ANSWERS: 13
  • Evolution is making claims, now? Don't fall for it. I think giraffes are imaginary. I have never seen one and the whole neck idea seems ridiculous. And what's with those little knobbies on their heads?
  • Nope, it just means that they evolved differently. A giraffe couldn't climb, so the ones with the longer necks were the ones surviving and making babies. Eventually, those necks just got hella long because in their species, longer necks mean easier food.
  • Evolution doesn't claim that. In fact, evolution doesn't claim to know at all why a Giraffe has a long neck. Some proponents of it do, however, the theory does not. Some even think that it may have evolved from longer necks equaling greater desirability for mating, thus longer necked giraffes outbred the shorter necked giraffes.
  • Namaste! i guess it's the evelutionary way to balance stuff. All the other animals eat from the bottom of tees. The bigger the animal, the higher up the tree it eats. So the giraffe is there to Trim the top. :)
  • Who says that a long neck is the only way to eat leaves? The giraffe evolved the long neck because it worked for the species. It doesn't mean it's the only means of survival.

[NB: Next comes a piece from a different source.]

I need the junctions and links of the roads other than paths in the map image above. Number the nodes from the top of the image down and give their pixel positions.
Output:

  • You ( the original poster ) should give someone else a chance to deal with issues like this.
  • It is just a suggestion, not a fact, that giraffes eveolved long necks to eat leaves. However, unlike most leaf eaters, which live in woods and jungles, giraffes live on the savannah, where there is either grass or tall trees. It is plausible, no more, that this is why giraffes evolved long necks and iother leaf eaters didn't. I can think of no other leaf eaters *on the savannah*. Grass eaters and meat eaters, but not leaf eaters.

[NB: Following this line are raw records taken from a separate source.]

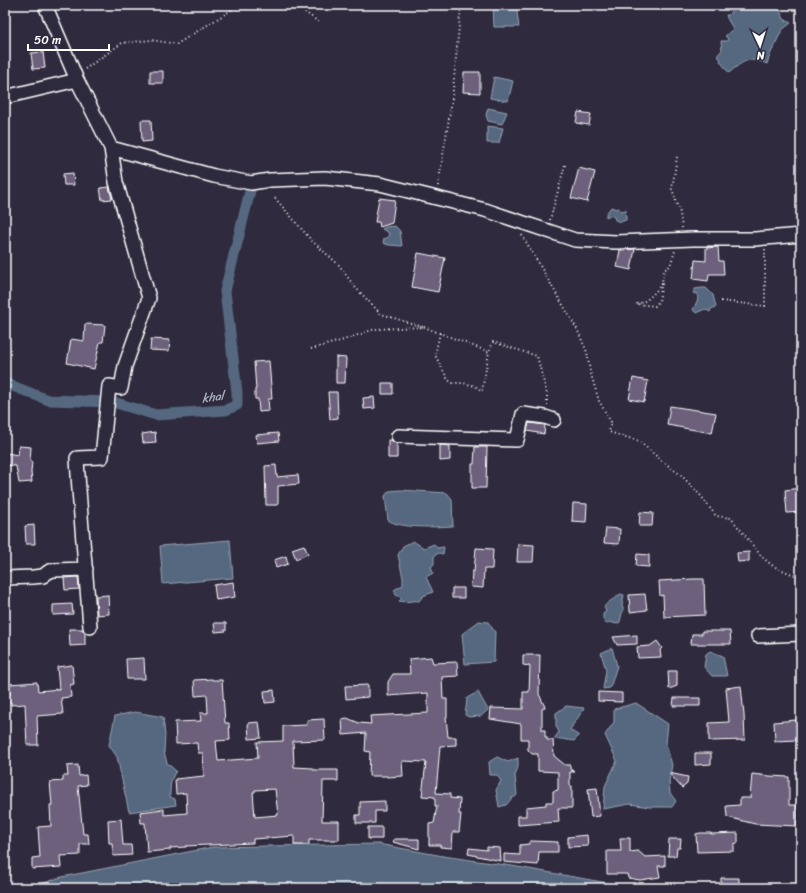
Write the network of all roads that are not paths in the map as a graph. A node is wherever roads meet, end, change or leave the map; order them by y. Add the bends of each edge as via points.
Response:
1 (45, 5) edge
2 (76, 79) junction
3 (5, 97) edge
4 (111, 148) junction
5 (801, 235) edge
6 (550, 419) road end
7 (398, 436) dead end
8 (86, 568) junction
9 (5, 578) edge
10 (90, 627) dead end
11 (801, 634) edge
12 (758, 636) dead end

1 - 2 street
2 - 3 street
2 - 4 street
4 - 5 street via 214,176 250,183 325,178 380,184 485,210 575,240 616,242
4 - 8 street via 116,182 149,298 125,366 121,388 109,386 102,457 77,458
6 - 7 street via 523,414 517,440
8 - 9 street via 54,570 44,576
8 - 10 street
11 - 12 street

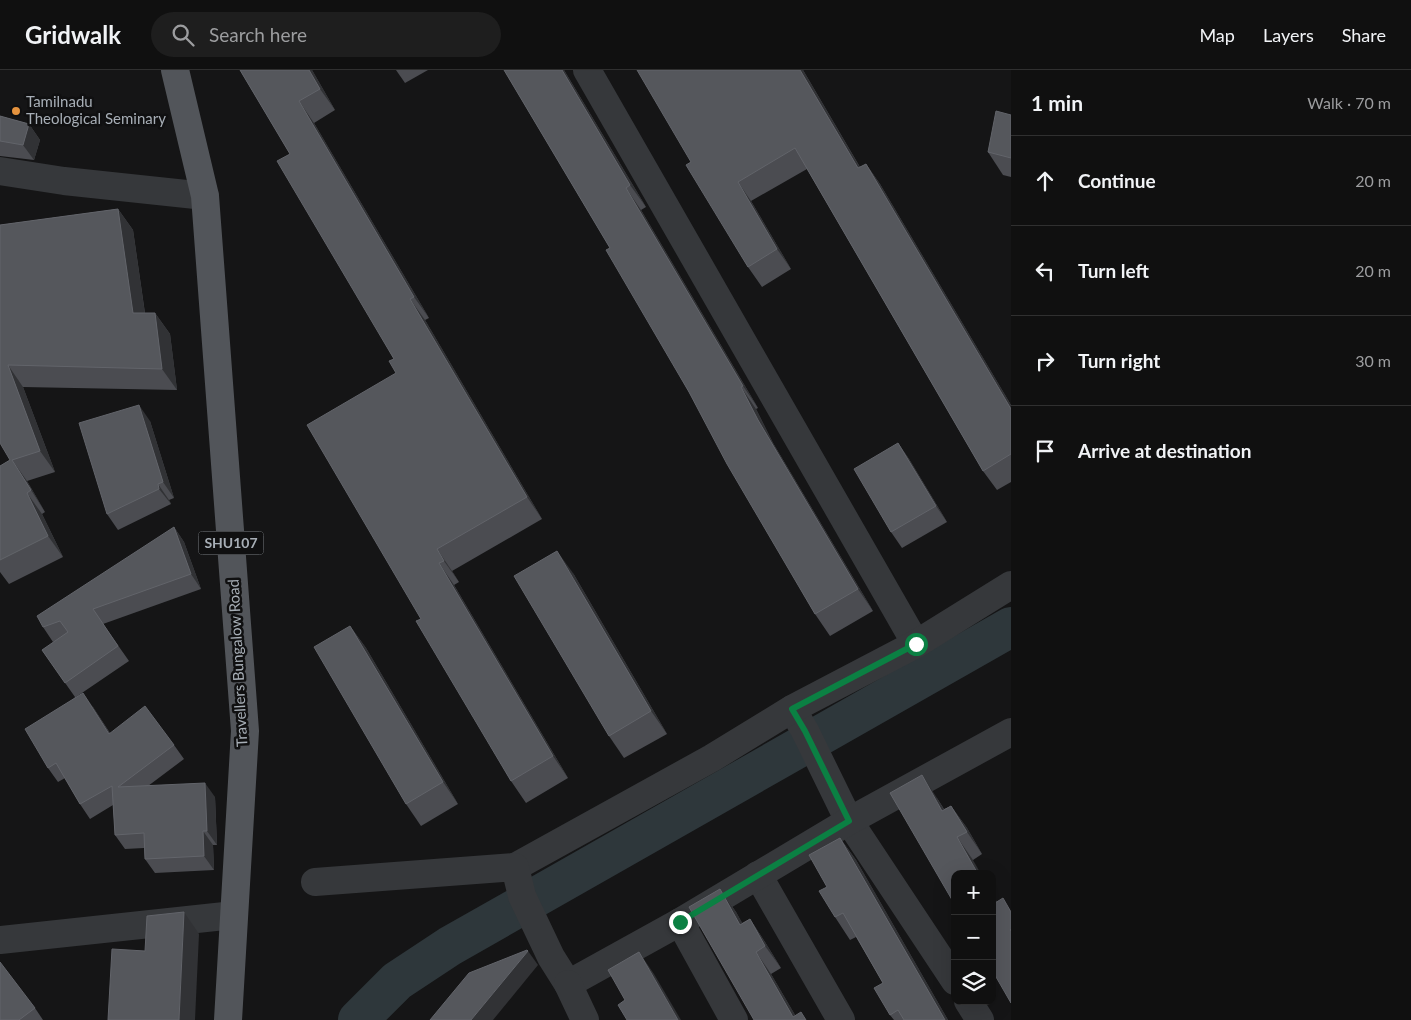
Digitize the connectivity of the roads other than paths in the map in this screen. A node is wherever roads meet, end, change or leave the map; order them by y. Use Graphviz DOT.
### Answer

  • The shorter necked babies died more often and sooner than the long necked ones did. The monkeys and apes that had long palms and fingers climbed better and starved less than their tiny handed brethern. The creatures that glided and flew had less offspring killed by ground dwelling predators than flightless cousins. Minute variations, over time, some encouraging survival and some inhibiting. There's no single solution, evolution does't deal with solutions. It deals with creating so much variation that there's a chance for some life to survive in case the environment changes. Maybe one day giraffes will decimate their population of trees, so that only shorter shrubs survive. Then the giraffe would lose out the short legged stumpy necked animals that can eat the small shrubs easily. Nothing is certain for the giraffe, no species is done evolving.
  • If you have ever seen a giraffe trying to eat grass, which is its staple, you would never believe that its shape was an evolutionary advantage.
  • If that were the case... I would have a HUGE couch shaped ass and really long arms for fetching shit out of the kitchen without having to actually get up and get it myself. That... and I would be invisibe and have this weird thing where paper money was attracted to my body by some chemical process not yet known to science.
  • The theory of evolution is based upon the idea of "survival of the fittest." Clearly, giraffes with long necks were the ones that were surviving and reproducing, so over time they have evolved to have longer necks. As their environment changes (other animals eating all of the other low-dwelling foliage, for example), all creatures must adapt to their needs. Other leaf-eating mammals aren't imaginary, they just live in different areas and/or have not necessarily NEEDED to have longer necks to eat foliage that grows higher up.
  • If that were true all the females would be dead. Their neck is shorter than the males. After the males ate then there would be nothing for the females to reach. The short neck animals eat leaves in a different way. (from the ground or climbing).
  • Actually, Robert Simmons and Lue Scheepers hypothesised that the long neck allowed for males giraffes to use their heads as effective weapons for battering their opponents. It is also known that whilst it is common to see photos of giraffes straining to reach leaves high in trees, giraffes usually feed below neck height. The food competition was so plausible, that for decades, no-one thought to test it.